No time. No time. No time.
Lane Ivy and Buddy Hawkins were about to have to borrow their horses’ earplugs, so they wouldn’t have to listen to the announcers here at Rodeo’s Super Bowl repeat themselves like that.
Lane and Buddy definitely did not come to Vegas with goose-egg goals. And breezing their horses down the center of Thomas & Mack Center Arena three straight nights surely was getting old for the both of them.
Time to consult the partner playbook. So Lane—the 26-year-old Wrangler National Finals Rodeo freshman—sought the sage wisdom of his relative veteran/NFR sophomore partner, who’s been here and done this before. Buddy, 32, heeled here in 2013 for Drew Horner, and even made a trip to the South Point to pick up a go-round buckle in Round 3.
“We just had our normal convo—my point being that in the summertime you miss three steers in a row, and nobody cares but you,” said Buddy, who calls Columbus, Kansas, home. “I know he brought the go-round wins with him. It’s not like he left them at home. He’s got it, and he takes it with him everywhere. It was only a matter of time.”
They drew the steer Chad Masters and Joseph Harrison were 4.4 plus five on in the first round, and Lane and Buddy made short work of him in 4.1. Their reward was a hot lap around that sold-out arena instead of the head-hanging ride of shame straight down it.

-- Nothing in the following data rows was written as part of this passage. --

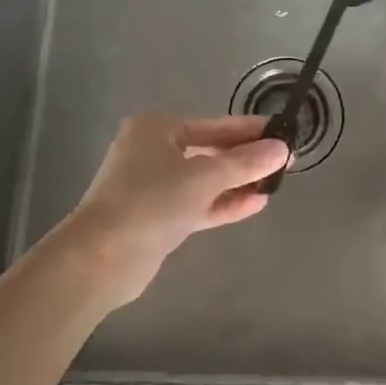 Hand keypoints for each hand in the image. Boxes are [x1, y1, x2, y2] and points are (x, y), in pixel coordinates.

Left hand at [60, 113, 288, 306]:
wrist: (100, 259)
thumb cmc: (151, 201)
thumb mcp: (204, 177)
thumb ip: (245, 163)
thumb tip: (282, 149)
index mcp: (156, 128)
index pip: (214, 125)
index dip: (250, 131)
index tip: (283, 133)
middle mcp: (152, 151)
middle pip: (209, 150)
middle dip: (245, 158)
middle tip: (285, 161)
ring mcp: (152, 186)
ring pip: (204, 179)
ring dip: (237, 182)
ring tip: (275, 184)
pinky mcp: (156, 218)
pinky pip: (197, 203)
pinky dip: (223, 203)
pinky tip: (256, 204) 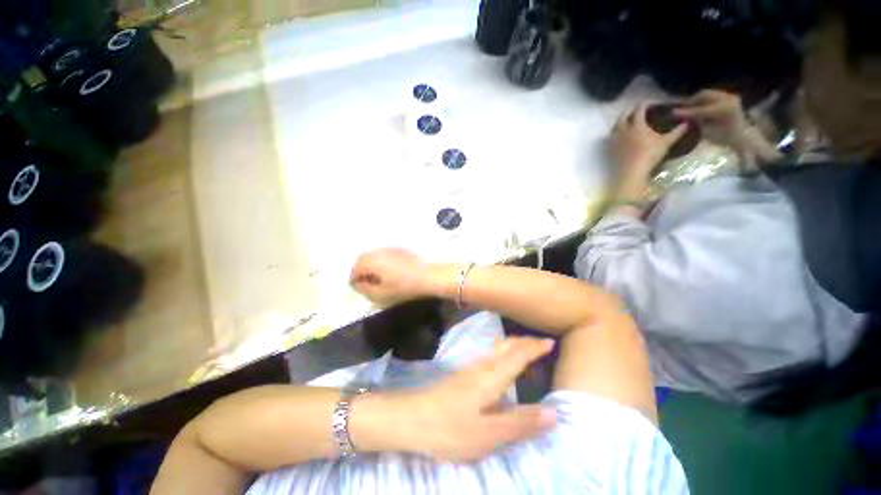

“Buddy told me, ‘Just keep doing you,’” said Lane, who lives in Dublin, Texas. “He believed in me. I don’t really get mad or nervous, but when you miss one here, that wait before you get to run the next one is the longest 24 hours in your life.
“It’s good to be here to get a buckle. It finally feels like I deserve to be here. I might miss more steers this week. But this is a whole lot better than missing four in a row. And life could be a lot worse than missing three steers at the NFR. I’m very thankful to be here. To beat the best guys in the world one time is a dream come true in itself. My goal is always to be the best I can be, and tonight I got that done.”